Certificating Exclusive Remedy
For The Florida Subcontractor
“The issuance of certificates is one of the more dangerous documents that float between insureds, insurers, and a myriad of third parties.” “In a great many instances, insureds have no idea of the potential liability created by asking for these documents, especially, when third parties are added as additional insureds. It is important that insureds realize the potential detrimental effect on their limits created by the addition of multiple third parties as additional insurer.” [1]
As an insurance agent, it is our role to, amongst other things, properly provide proof of insurance coverage to third parties that require it from our clients. This proof can be verbal, the policy, a binder, a compliance web site, but often, comes in the form of a certificate of insurance. While the actual insurance policy provided by the insurance carrier of record is always the most comprehensive proof of coverage, this document can be 10’s, if not 100’s of pages which makes it impractical to transmit amongst interested parties to prove insurance coverage. As a result, the issuance, review and acceptance of a certificate of insurance is standard protocol between parties when satisfying proof of proper insurance coverage.[2]

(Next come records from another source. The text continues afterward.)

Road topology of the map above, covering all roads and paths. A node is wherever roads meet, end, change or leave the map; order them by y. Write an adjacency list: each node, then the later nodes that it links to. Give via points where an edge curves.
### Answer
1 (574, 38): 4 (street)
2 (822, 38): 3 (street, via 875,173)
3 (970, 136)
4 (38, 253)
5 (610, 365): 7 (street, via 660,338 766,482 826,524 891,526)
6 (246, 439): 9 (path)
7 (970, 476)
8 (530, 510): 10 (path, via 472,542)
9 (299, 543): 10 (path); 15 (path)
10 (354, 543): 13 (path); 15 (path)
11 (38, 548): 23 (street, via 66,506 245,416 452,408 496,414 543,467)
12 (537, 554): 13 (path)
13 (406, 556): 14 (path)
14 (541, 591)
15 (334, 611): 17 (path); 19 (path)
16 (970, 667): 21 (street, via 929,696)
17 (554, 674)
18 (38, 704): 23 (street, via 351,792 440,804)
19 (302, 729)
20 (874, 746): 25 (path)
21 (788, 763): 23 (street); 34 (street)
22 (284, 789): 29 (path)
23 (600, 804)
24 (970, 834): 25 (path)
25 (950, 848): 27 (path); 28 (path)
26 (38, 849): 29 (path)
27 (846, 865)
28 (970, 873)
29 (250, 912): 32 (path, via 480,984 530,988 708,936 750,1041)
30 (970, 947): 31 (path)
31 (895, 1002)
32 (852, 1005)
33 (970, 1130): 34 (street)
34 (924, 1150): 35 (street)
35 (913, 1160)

In December of 2022, the National Council on Compensation Insurance (“NCCI”) proposed “Approval of Item 04-FL-2022–Revisions to Basic Manual Rules for Subcontractors in Florida” an advisory via circular and the State of Florida adopted it regarding the process of certificating subcontractors for the purposes of proof of insurance coverage (see below). The State of Florida adopted this provision on January 30’th of 2023, which allows this rule to now be a permanent part of the NCCI Florida for Basic Manual for any policies incepted as of March 1, 2023, and forward. It should be noted that this advisory can now be adopted by any of the other 37 states where it is available via NCCI.

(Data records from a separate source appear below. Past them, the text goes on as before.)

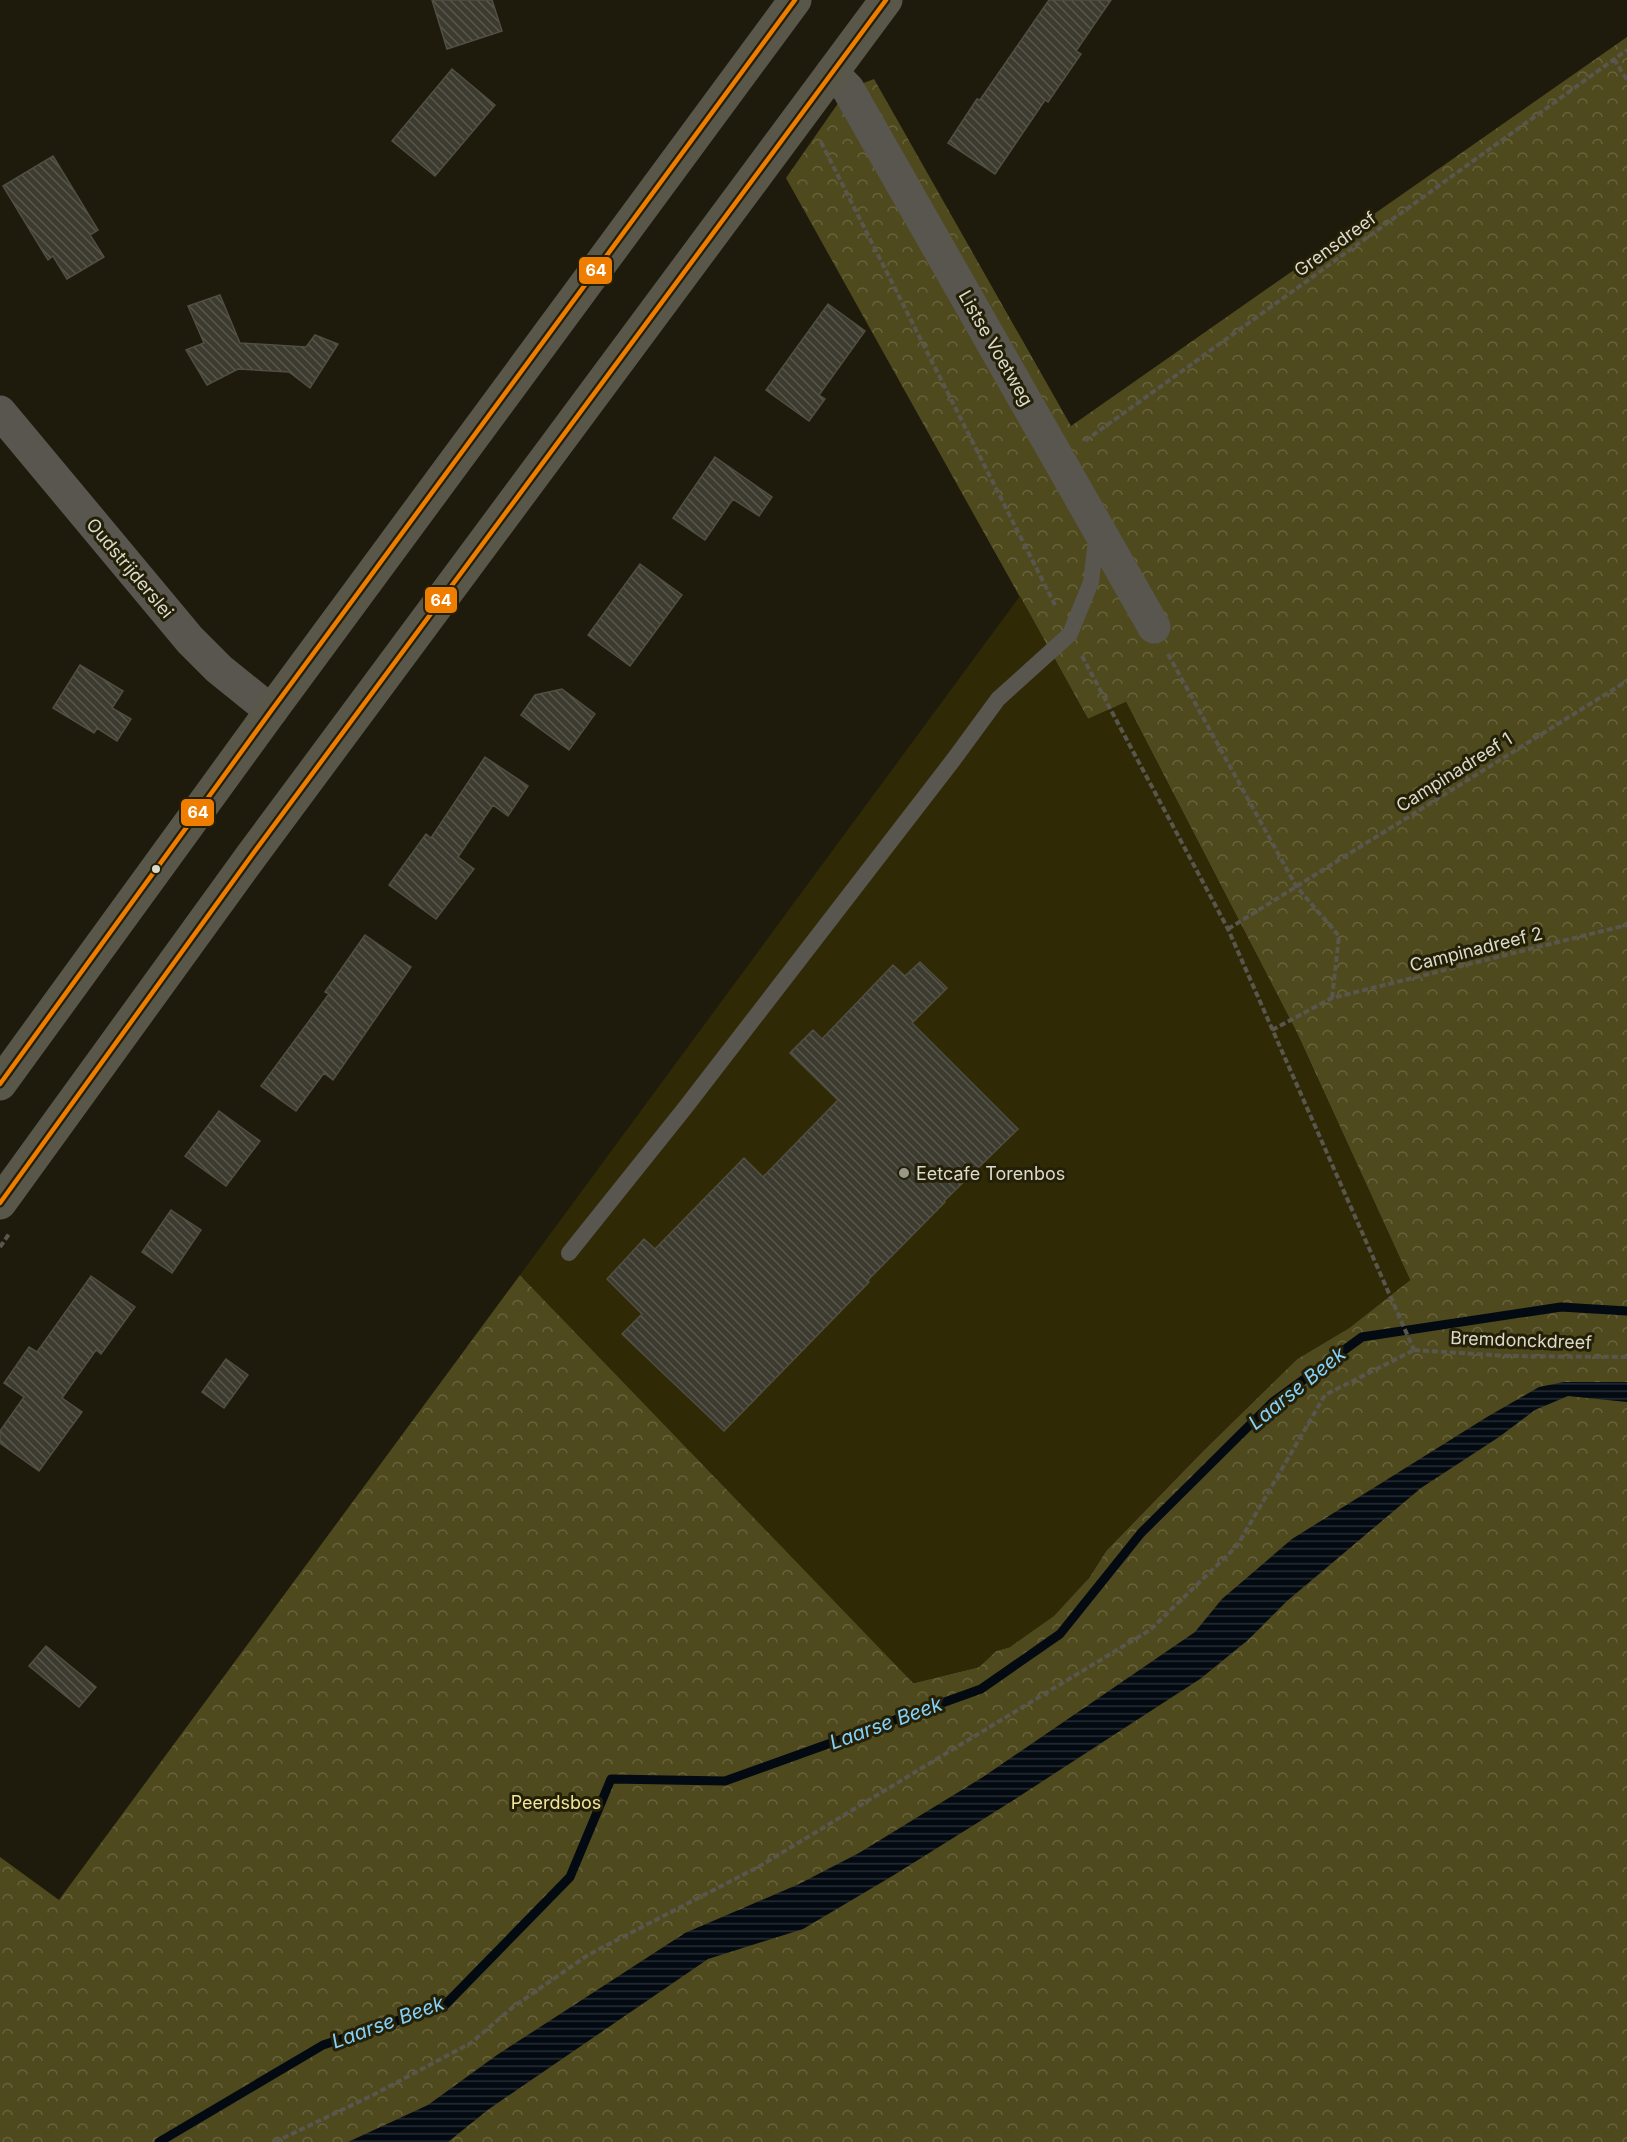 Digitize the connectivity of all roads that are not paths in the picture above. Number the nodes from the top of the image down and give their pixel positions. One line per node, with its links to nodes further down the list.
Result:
1 (795, 0): 7 (main road)
2 (886, 0): 3 (main road)
3 (832, 73): 5 (street, Listse Voetweg); 9 (main road)
4 (0, 412): 7 (street, Oudstrijderslei)
5 (1098, 529): 6 (street, Listse Voetweg); 10 (lane)
6 (1154, 627)
7 (271, 711): 8 (main road)
8 (0, 1084)
9 (0, 1203)
10 (569, 1253)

(b1) has a special note in bold when it comes to subcontractors as clients of employee leasing companies. In 30+ years of being immersed in the workers’ compensation industry, I have never seen a requirement to schedule employees as part of a certificate of insurance, so assume that is not the intent here. It does not state such but is also different from the insurance code that has been in place in Florida since 2007 (below). For option (b1), it is assumed that this was written for when the client company is in a master policy relationship with the PEO (in Florida statute an “Employee Leasing Company”), or specifically, not the “named insured” on a policy. The client is referred to in the notes section with language stated below in (i). In a master policy relationship, the client is not the named insured (The PEO is) and therefore employees can show to have coverage but actually do not. This of course is no different than the fraud existing in the overall construction market with “off the table” employees being hidden behind a credible certificate. Those employees on that certificate will be the only names provided exclusive remedy through workers’ compensation and that is immensely important to have right.

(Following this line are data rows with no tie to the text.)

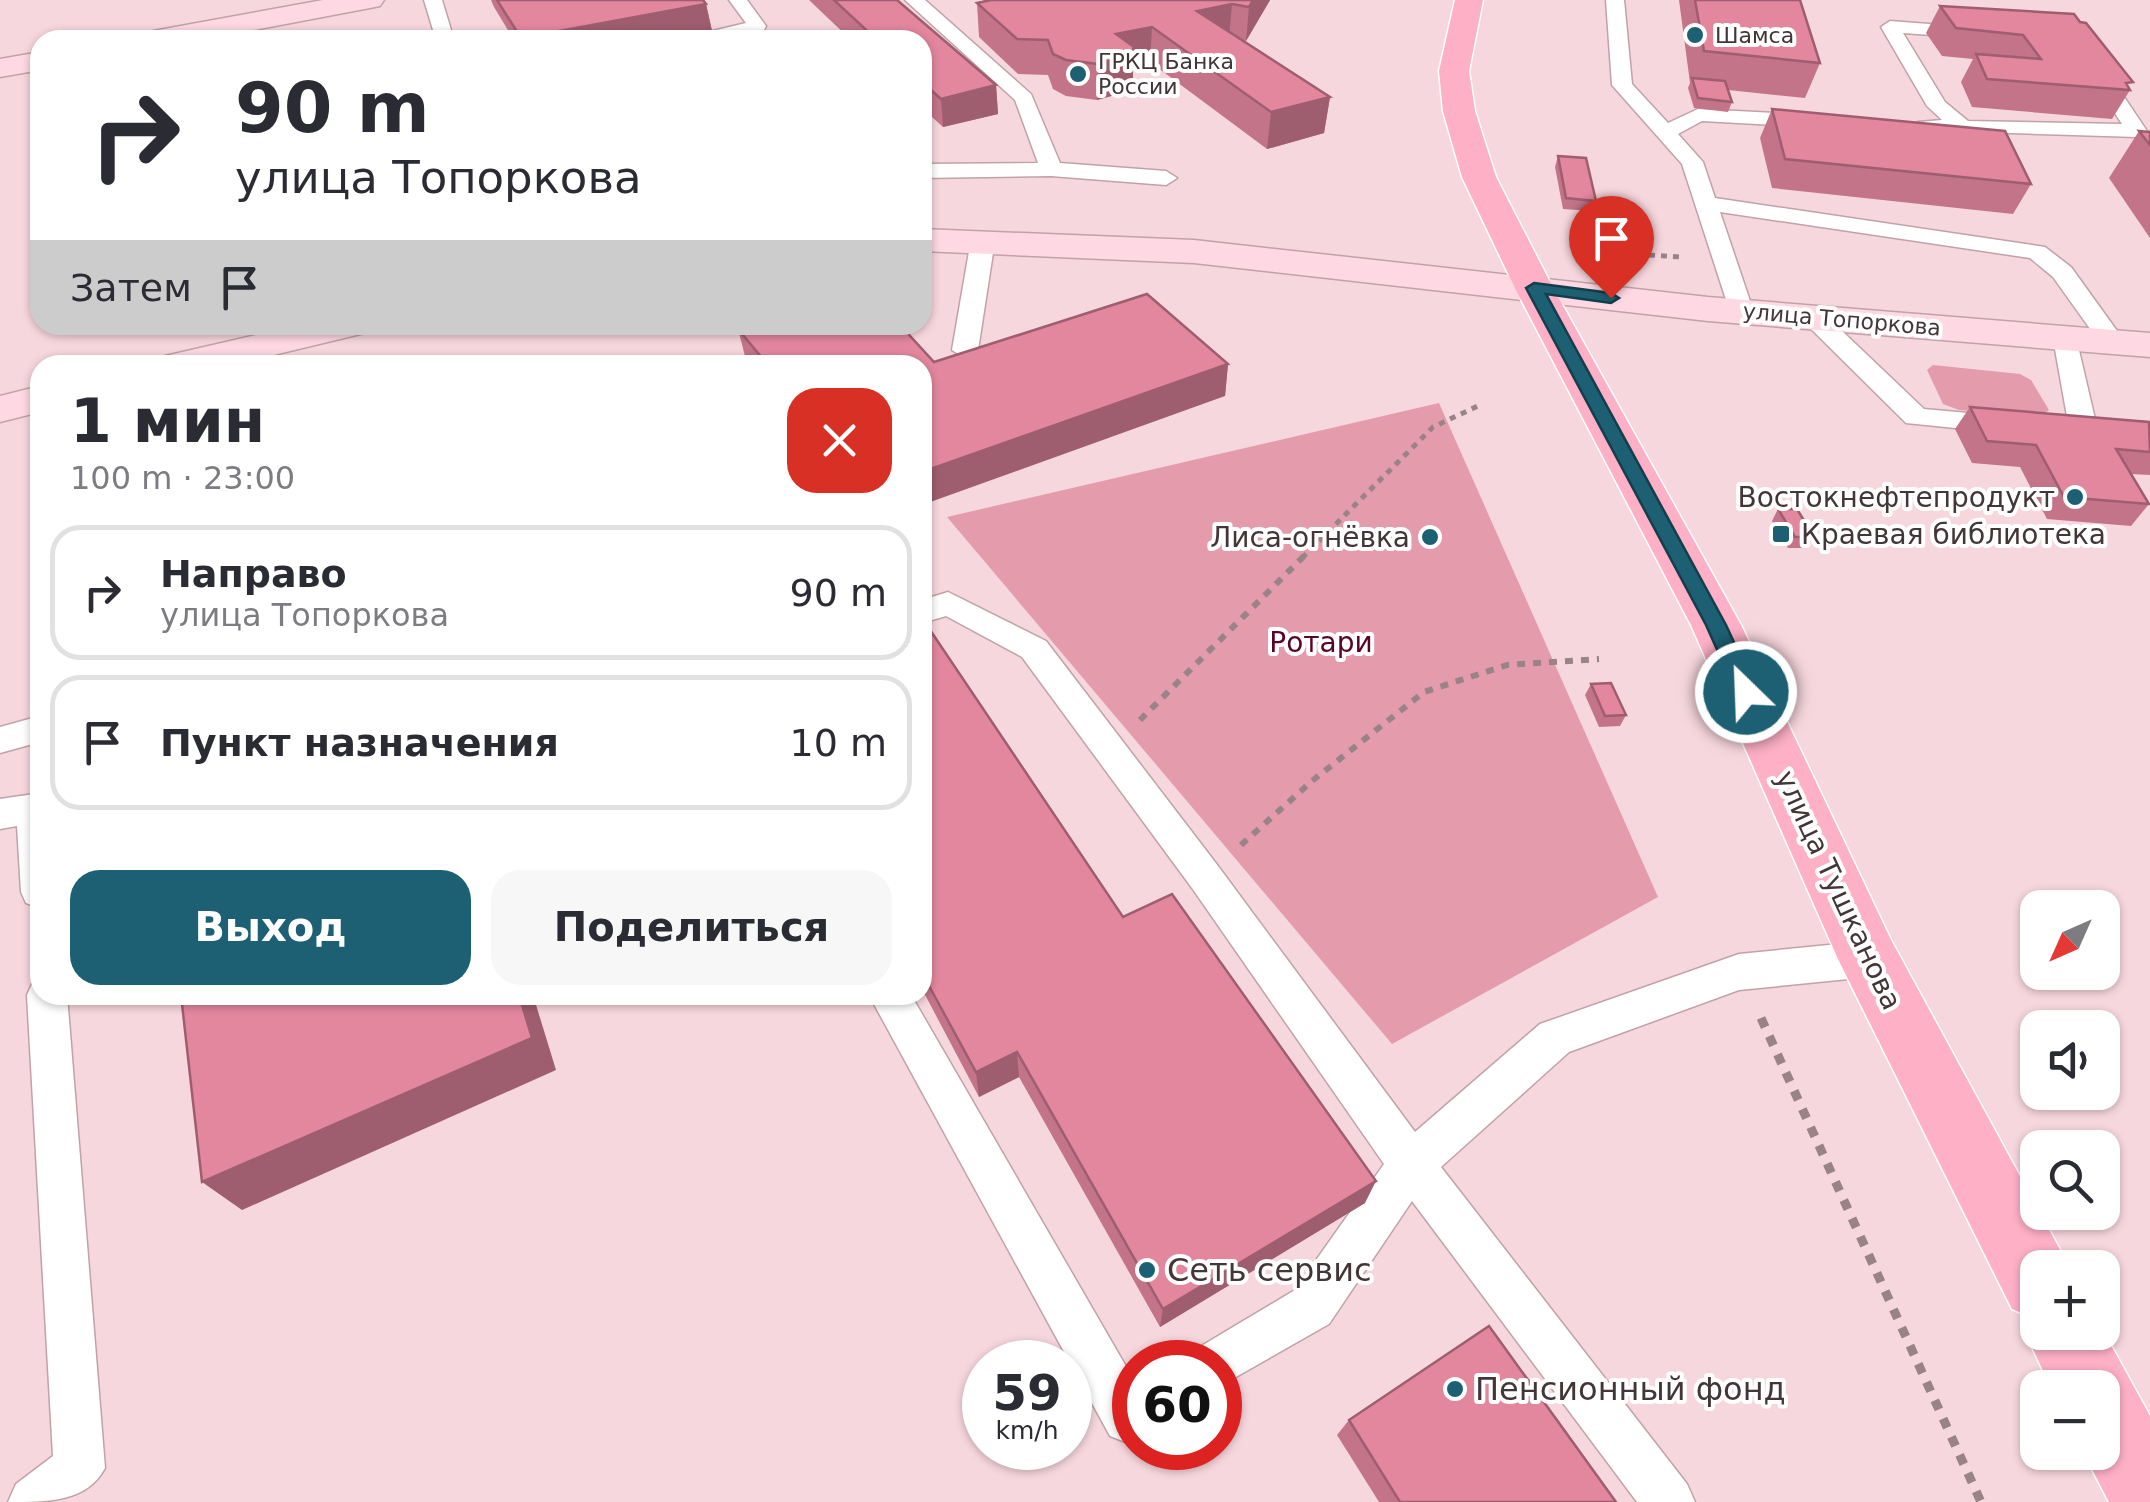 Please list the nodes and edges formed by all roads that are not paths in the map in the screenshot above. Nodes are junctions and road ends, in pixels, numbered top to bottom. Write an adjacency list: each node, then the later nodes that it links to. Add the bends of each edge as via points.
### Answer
1 (370, 0): 7 (main road)
2 (434, 0): 8 (lane)
3 (738, 0): 9 (lane, via 757,26)
4 (914, 0): 18 (lane, via 1024,98)
5 (1469, 0): 24 (main road, улица Тушканова, via 1454,71 1460,112 1480,177)
6 (1615, 0): 17 (lane, via 1622,85)
7 (207, 30)
8 (442, 30)
9 (740, 30)
10 (2001, 34): 16 (lane, via 1890,27 1937,106)
11 (2086, 54): 16 (lane, via 2137,131)
12 (30, 63): 13 (main road)
13 (0, 68)
14 (1831, 122): 17 (lane, via 1698,115)
15 (1907, 125): 16 (lane)
16 (1964, 128)
17 (1666, 133): 21 (lane, via 1692,162)
18 (1051, 169): 19 (lane); 20 (lane)
19 (932, 171)
20 (1166, 178)
21 (1705, 203): 25 (lane); 29 (lane, via 2037,252)
22 (932, 240): 23 (main road, улица Топоркова)
23 (982, 240): 24 (main road, улица Топоркова, via 1246,254); 30 (lane)
24 (1534, 288): 25 (main road, улица Топоркова); 39 (main road, улица Тушканова, via 1716,625)
25 (1740, 310): 26 (main road, улица Топоркова)
26 (1812, 316): 28 (main road, улица Топоркова); 28 (lane, via 1916,417 2084,432)
27 (308, 335): 31 (main road)
28 (2066, 338): 29 (main road, улица Топоркова)
29 (2131, 343)
30 (964, 350)
31 (222, 355)
32 (30, 402): 33 (main road)
33 (0, 409)
34 (932, 609): 42 (lane, via 948,603 1034,649)
35 (30, 732): 36 (lane)
36 (0, 740)
37 (30, 810): 38 (lane)
38 (0, 814)
39 (1868, 959): 42 (lane, via 1739,972 1556,1038); 43 (main road, улица Тушканова)
40 (48, 1005): 47 (lane)
41 (895, 1005): 45 (lane)
42 (1411, 1164): 44 (lane, via 1312,1307); 50 (lane)
43 (2021, 1250)
44 (1242, 1349)
45 (1112, 1390)
46 (2120, 1441): 48 (main road)
47 (80, 1485): 49 (lane)
48 (2150, 1498)
49 (34, 1502)
50 (1669, 1502)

For option b2, the PEO’s client company must be the “named insured” on the in-force policy being certificated. This necessitates the use of a “minimum premium” policy (“MPP”) if the PEO is normally extending coverage by way of its master policy. For this, there is an additional cost to the subcontractor to pay for duplicate coverage. It should be noted that MPP’s are not provided as a usual course of doing business and by carrier accommodation only. They are issued to certificate only. Either a client-based policy without coemployment or a multiple coordinated policy could also be used, but not stated.
Unfortunately, there was no public working group or discussion on this new rule with whom it will have the most impact on; the agent, the PEO and the subcontractor. This would have been a suitable time for all stakeholders to have a seat at the table I would think, through the usual legislative process, especially those now subjected to the most liability due to this change. Since this administrative rule was adopted in 2007, certificates of insurance were governed by FL 69L-6.032, (1) (3)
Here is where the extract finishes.